Among the cuts when city council pulled the Fire Fee out of the budget was $147,000 for community events.
That included fireworks for the Fourth of July.
It's a show that brings in at least 60,000 every year in Savannah.
"I couldn't believe it," said Tondee's Tavern owner Willie Tuten when he heard the fireworks were going to be canceled.
"We knew we didn't have the cash to make the minimum needed for the fireworks show and at that moment, the fireworks were off," explained TLC President Michael Owens.
So Michael Owens and the Tourism and Leadership Council went into action.
"Georgia's oldest city has to have a fireworks show," Owens said.
A mass e-mail was sent out to businesses in search of whatever cash donations they could contribute to the cause.
Tuten, a lifelong Savannah resident and Owner of Tondee's Tavern, which has been open on Bay Street for the last six years, immediately chipped in.

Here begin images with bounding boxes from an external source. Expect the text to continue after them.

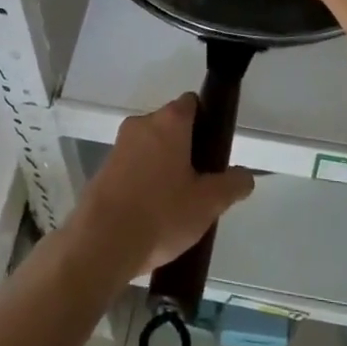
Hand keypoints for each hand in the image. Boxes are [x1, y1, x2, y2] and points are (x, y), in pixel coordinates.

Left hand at [71, 95, 256, 278]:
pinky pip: (132, 166)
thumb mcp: (208, 203)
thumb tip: (245, 175)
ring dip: (163, 166)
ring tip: (176, 204)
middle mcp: (142, 123)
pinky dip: (143, 181)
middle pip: (171, 126)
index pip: (192, 103)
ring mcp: (118, 145)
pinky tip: (151, 214)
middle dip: (186, 148)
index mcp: (169, 121)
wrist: (101, 243)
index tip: (214, 150)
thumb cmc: (161, 213)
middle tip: (200, 182)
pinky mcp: (102, 169)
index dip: (206, 121)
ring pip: (150, 147)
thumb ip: (232, 185)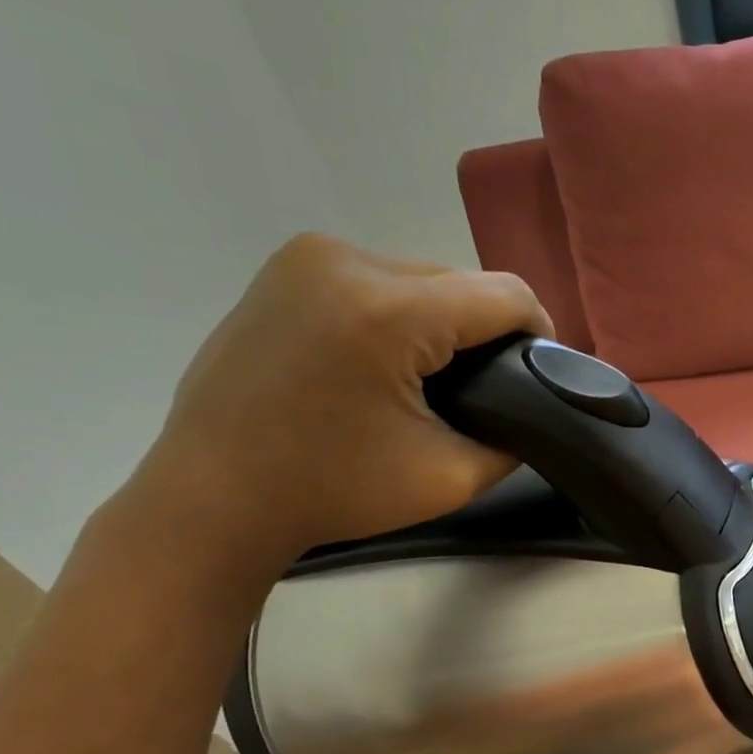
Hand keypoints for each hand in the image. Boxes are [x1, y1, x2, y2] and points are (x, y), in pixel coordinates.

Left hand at [132, 234, 551, 565]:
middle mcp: (347, 261)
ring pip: (421, 277)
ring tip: (432, 378)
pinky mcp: (286, 268)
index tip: (538, 377)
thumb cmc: (334, 492)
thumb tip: (529, 408)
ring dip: (443, 322)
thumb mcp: (451, 478)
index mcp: (389, 311)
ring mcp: (308, 257)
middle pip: (462, 281)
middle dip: (485, 331)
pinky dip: (400, 314)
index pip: (506, 295)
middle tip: (484, 389)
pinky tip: (386, 360)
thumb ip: (511, 437)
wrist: (213, 496)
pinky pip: (377, 279)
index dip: (539, 334)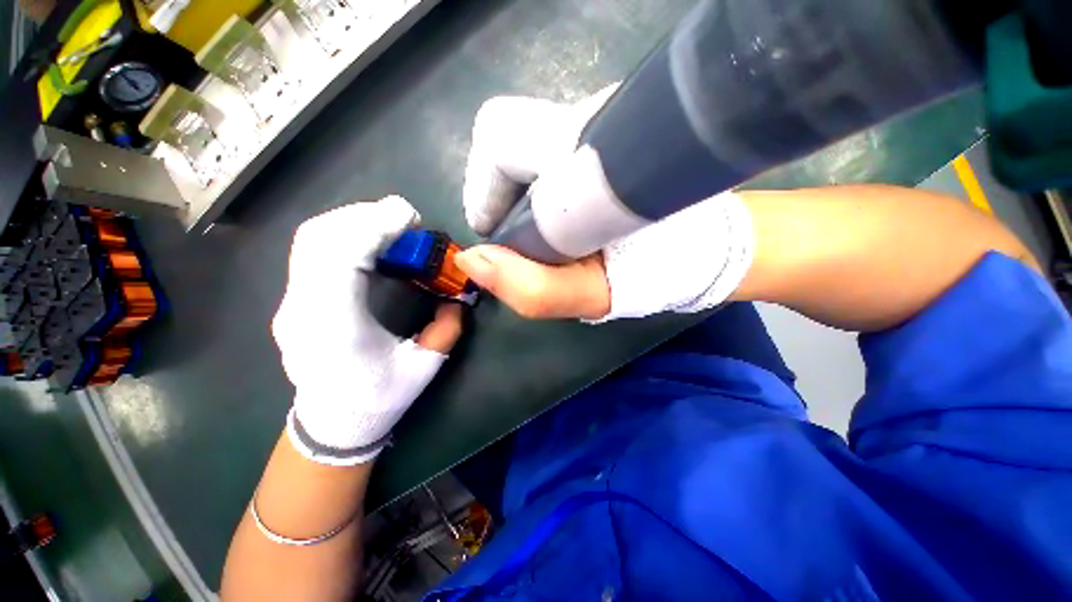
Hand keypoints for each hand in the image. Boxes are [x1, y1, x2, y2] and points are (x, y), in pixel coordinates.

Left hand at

"I felt like it was the right thing to do to give a donation to keep the fireworks alive," said Tuten.
He wasn't alone. Various restaurants, bars, hotels all pulled out their checkbooks.
The Westin, Northpoint Hospitality, Kessler Group, Spanky's Tondee's and the Live Oak Restaurant Group were some of the contributors.

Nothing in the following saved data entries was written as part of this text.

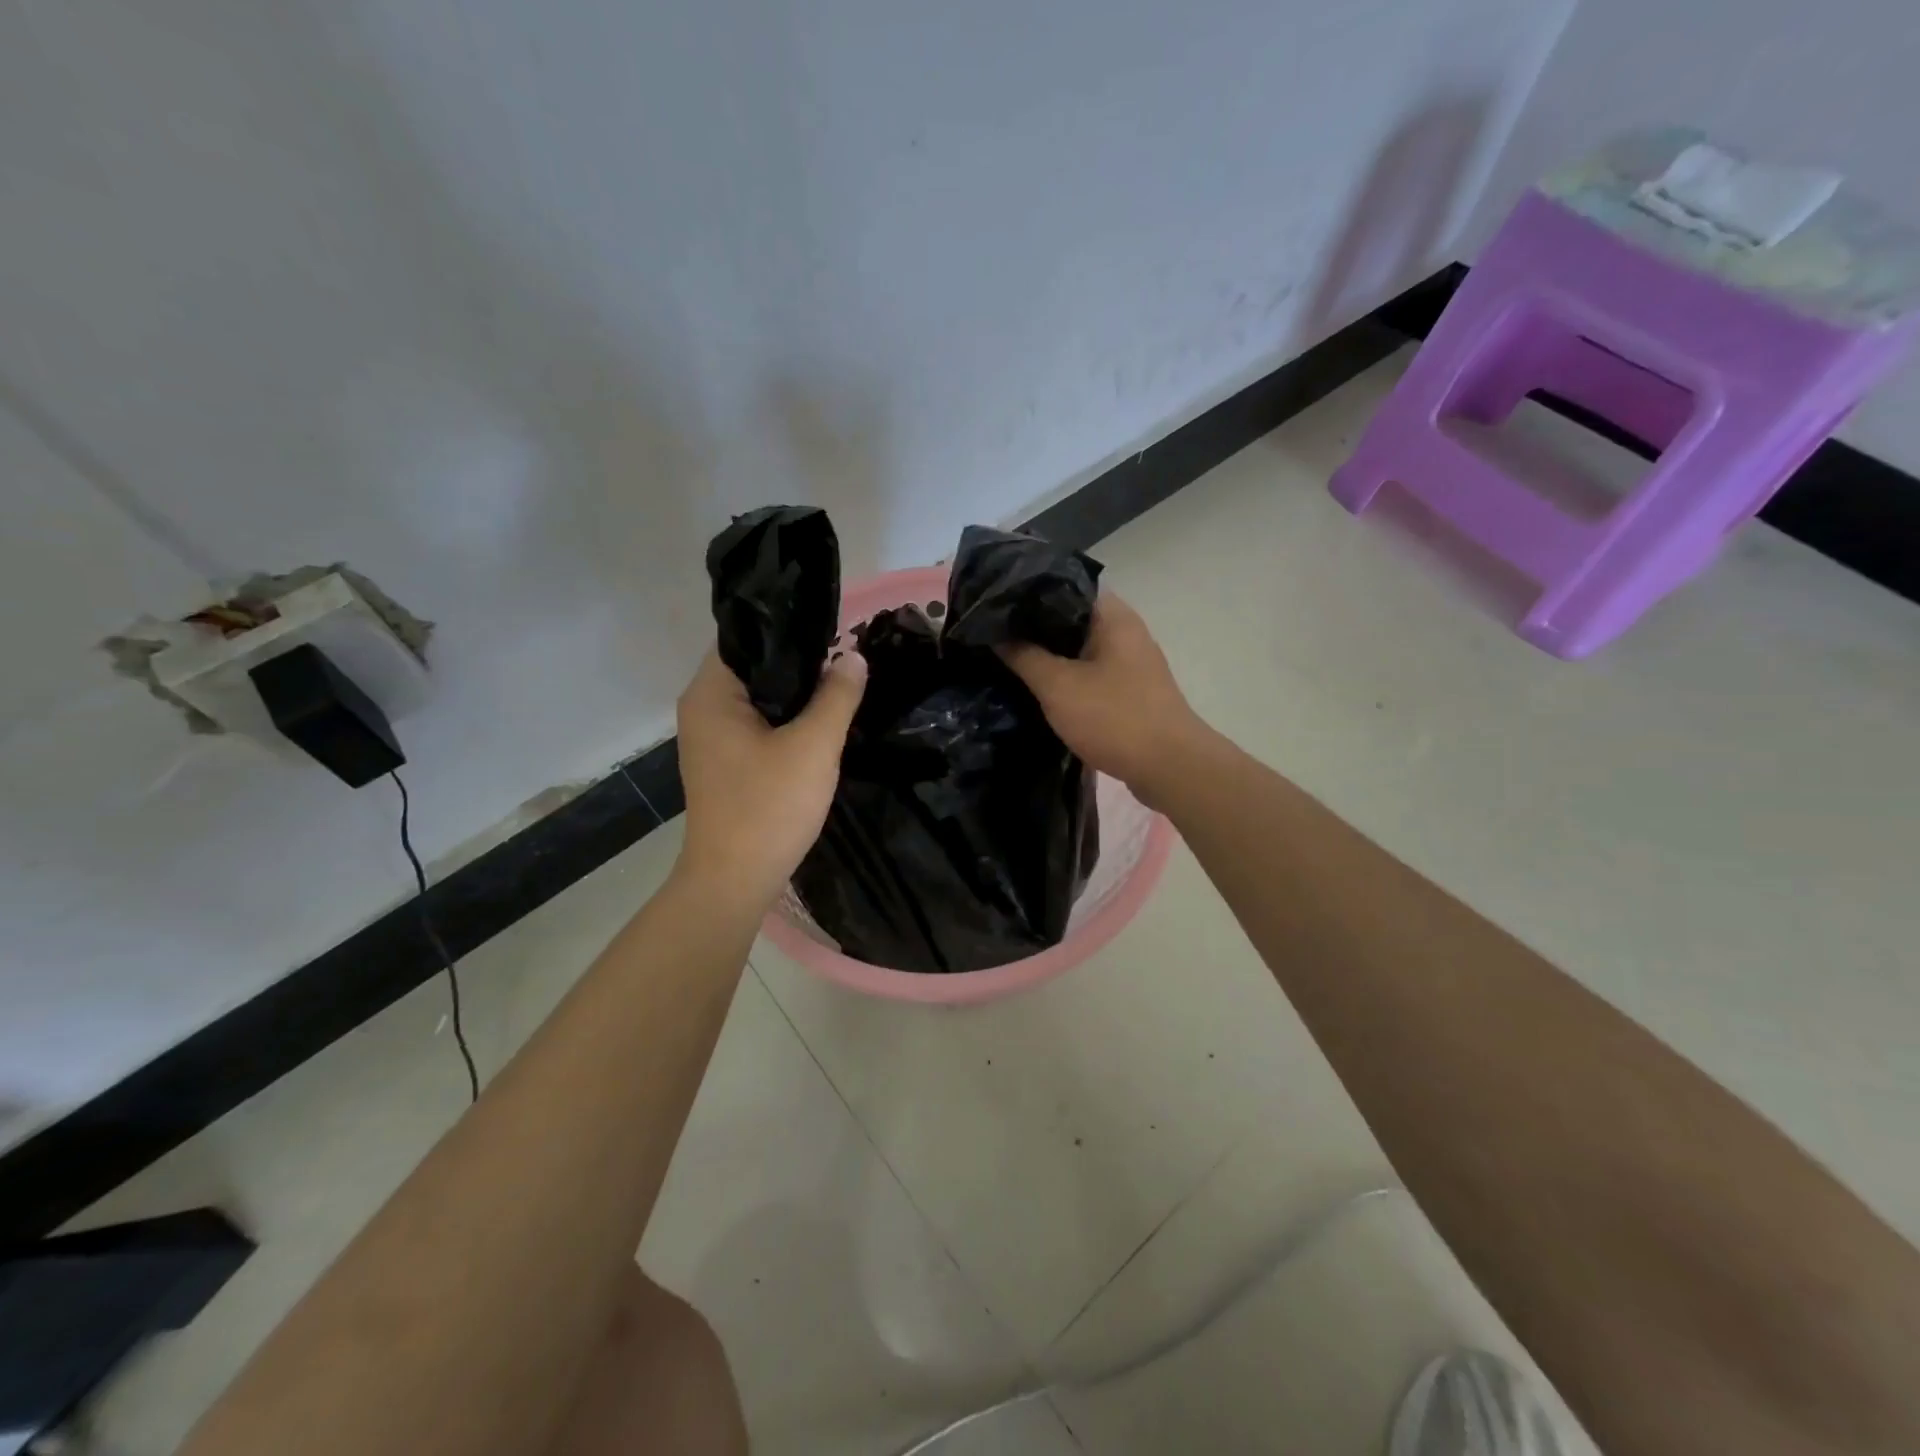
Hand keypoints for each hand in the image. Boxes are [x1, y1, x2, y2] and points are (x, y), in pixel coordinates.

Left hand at [674, 648, 867, 913]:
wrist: (735, 881)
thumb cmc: (769, 808)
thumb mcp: (814, 746)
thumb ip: (837, 696)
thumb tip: (854, 655)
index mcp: (711, 694)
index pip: (745, 638)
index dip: (789, 630)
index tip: (833, 631)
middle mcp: (702, 708)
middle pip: (754, 667)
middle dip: (800, 664)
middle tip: (846, 659)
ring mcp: (711, 738)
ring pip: (759, 698)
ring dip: (796, 696)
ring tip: (840, 686)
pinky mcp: (724, 762)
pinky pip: (757, 725)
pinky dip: (785, 721)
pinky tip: (819, 725)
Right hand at [998, 591, 1207, 807]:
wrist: (1169, 768)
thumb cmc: (1114, 718)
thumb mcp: (1058, 686)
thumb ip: (1024, 656)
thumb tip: (995, 632)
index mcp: (1113, 617)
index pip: (1065, 586)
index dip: (1028, 592)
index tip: (995, 602)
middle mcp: (1126, 632)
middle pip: (1071, 618)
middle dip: (1034, 627)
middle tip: (992, 633)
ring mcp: (1131, 664)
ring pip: (1080, 649)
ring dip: (1049, 656)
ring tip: (1007, 659)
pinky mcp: (1130, 692)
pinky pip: (1090, 675)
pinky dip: (1066, 679)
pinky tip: (1038, 690)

"We turned to the business community, and I tell you they jumped in and jumped in in a big way," said Owens. "Couple hundred dollars to a thousand dollars at a time we started to get there."
But it wasn't going to be enough, that is, until SCAD stepped in.
"Paula Wallace (SCAD President) didn't bat an eye. She said absolutely," remembers Owens. "She knew the importance of this night to this community, to everybody that lives here in the area. Biggest night in the summer. SCAD got us the rest of the way there."
In just a few hours on a Friday afternoon, $30,000 poured in to save the community celebration.
So the show will go on, which means a full restaurant at Tondee's, and a town full of people having a blast on Independence Day.
"Its not a tourism product, not a tourism driver," says Owens. "Its where I know my neighbors are meeting me down on River street we are going to have a beer and watch one of the best fireworks shows in the South."
Everyone agrees this was a great team effort, but its not a long term solution.
Owens believes a combination of city, county and local businesses need to come together for future fireworks shows and December holiday celebrations.